Dear "Brad" (not your real name). I am a 29-year-old manager at a popular java chain. I've recently had a series of run-ins with a gang of laptop-wielding TV toughs who have been taking over the joint and scaring off the law-biding paying customers. As a famous TV personality, I was hoping you might offer advice on ridding my establishment of such unruly rabble. I've considered napalm and C-4 explosives but I'm afraid the chain owners would bill me for auxiliary damage. Any suggestions? Reggi
-- Reginald Squirrel (firstname.lastname@example.org), February 06, 2001.
Hey, Brad! Congratulations on the Diarist.Net nomination! I'm Saundra, I run Headspace and I'm not allowed to say what I do for a living because you banned all talk about writing. :) But when I'm not doing that which must not be named, I'm taking care of my seven year old son and keeping house.

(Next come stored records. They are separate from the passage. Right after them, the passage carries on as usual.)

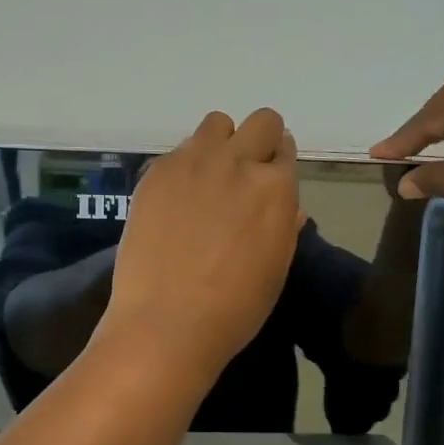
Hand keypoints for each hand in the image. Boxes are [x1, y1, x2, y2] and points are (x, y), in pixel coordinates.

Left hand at [99, 109, 302, 385]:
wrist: (168, 322)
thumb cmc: (234, 308)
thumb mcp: (276, 268)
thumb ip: (284, 226)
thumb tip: (286, 206)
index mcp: (276, 188)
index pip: (286, 151)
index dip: (278, 166)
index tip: (267, 182)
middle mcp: (238, 162)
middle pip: (260, 122)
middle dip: (258, 142)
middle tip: (243, 176)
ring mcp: (193, 163)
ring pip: (216, 124)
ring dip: (220, 144)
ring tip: (208, 180)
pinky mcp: (156, 172)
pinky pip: (179, 150)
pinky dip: (185, 166)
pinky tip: (176, 201)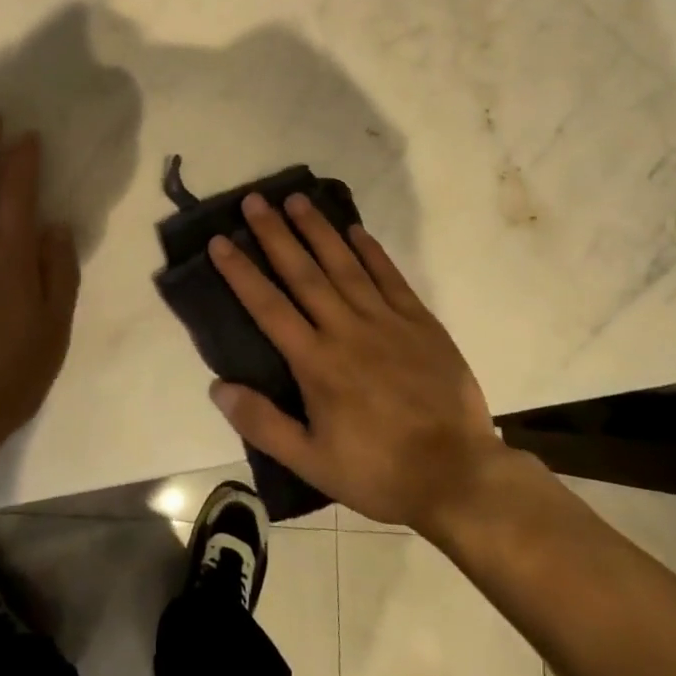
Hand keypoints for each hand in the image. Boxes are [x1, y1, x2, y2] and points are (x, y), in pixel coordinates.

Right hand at [206, 192, 509, 539]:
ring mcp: (386, 321)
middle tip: (255, 200)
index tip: (220, 241)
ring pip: (344, 265)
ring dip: (318, 230)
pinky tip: (355, 230)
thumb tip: (217, 386)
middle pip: (303, 273)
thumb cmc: (379, 471)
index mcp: (316, 362)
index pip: (268, 307)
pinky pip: (390, 277)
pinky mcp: (420, 322)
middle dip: (275, 234)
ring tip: (296, 199)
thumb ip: (263, 423)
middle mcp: (346, 330)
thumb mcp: (312, 462)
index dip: (241, 272)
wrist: (459, 476)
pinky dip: (371, 251)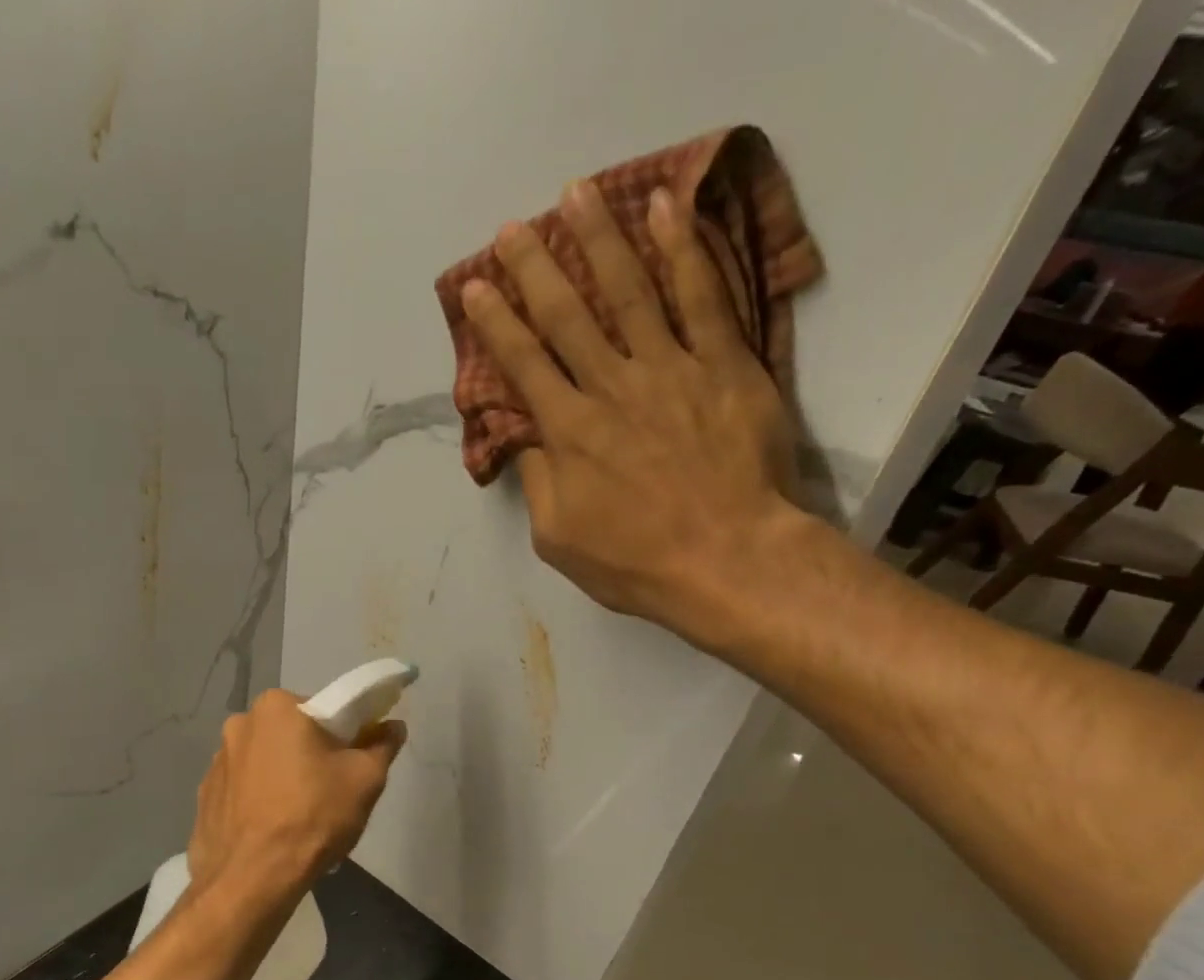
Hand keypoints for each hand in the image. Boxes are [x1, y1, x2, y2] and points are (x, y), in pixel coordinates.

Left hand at [186, 690, 405, 899]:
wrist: (252, 879)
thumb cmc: (313, 816)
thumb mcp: (365, 779)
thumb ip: (382, 745)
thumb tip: (392, 726)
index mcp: (276, 707)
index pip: (323, 710)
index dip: (345, 735)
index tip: (353, 762)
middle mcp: (239, 724)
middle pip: (291, 735)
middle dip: (310, 756)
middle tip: (331, 792)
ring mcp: (216, 762)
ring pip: (265, 762)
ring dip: (282, 778)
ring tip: (299, 818)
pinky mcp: (205, 797)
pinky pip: (243, 790)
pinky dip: (259, 801)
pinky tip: (273, 831)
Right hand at [460, 181, 813, 649]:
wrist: (727, 558)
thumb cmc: (634, 561)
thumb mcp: (558, 539)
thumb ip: (538, 483)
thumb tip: (526, 440)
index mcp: (569, 433)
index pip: (523, 365)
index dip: (496, 323)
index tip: (477, 287)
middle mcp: (612, 387)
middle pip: (567, 315)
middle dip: (535, 267)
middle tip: (515, 227)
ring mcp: (671, 369)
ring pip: (629, 290)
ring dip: (600, 238)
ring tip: (577, 194)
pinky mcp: (724, 364)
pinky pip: (702, 296)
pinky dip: (683, 248)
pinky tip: (666, 207)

As you might have noticed, I have the most exciting life ever.
-- Saundra (email@example.com), February 06, 2001.
My three things:
1. One of the reasons I moved from my last apartment was that I couldn't get the bathtub drain unclogged.
2. People tell me that when I comb my hair, I look a lot better.
3. When I was underage (at least by US standards), I drank beer with a billionaire. I think my hair was combed at the time.
-- Jared (firstname.lastname@example.org), February 06, 2001.
I'll add my three things.
1) I do not procrastinate by playing video games.
2) I have an adorable white cat who likes to be near me at all times.
3) Does anyone know how to win the Midfield Raceway in Gran Turismo 2 for the Playstation?
-- Eric (email@example.com), February 07, 2001.
Okay, so since you insist on knowing three things about each of us, here are my secrets:
1. I used to be a woman trapped in a man's body, but since my surgery I've become a man trapped in a pair of size six and a half pumps.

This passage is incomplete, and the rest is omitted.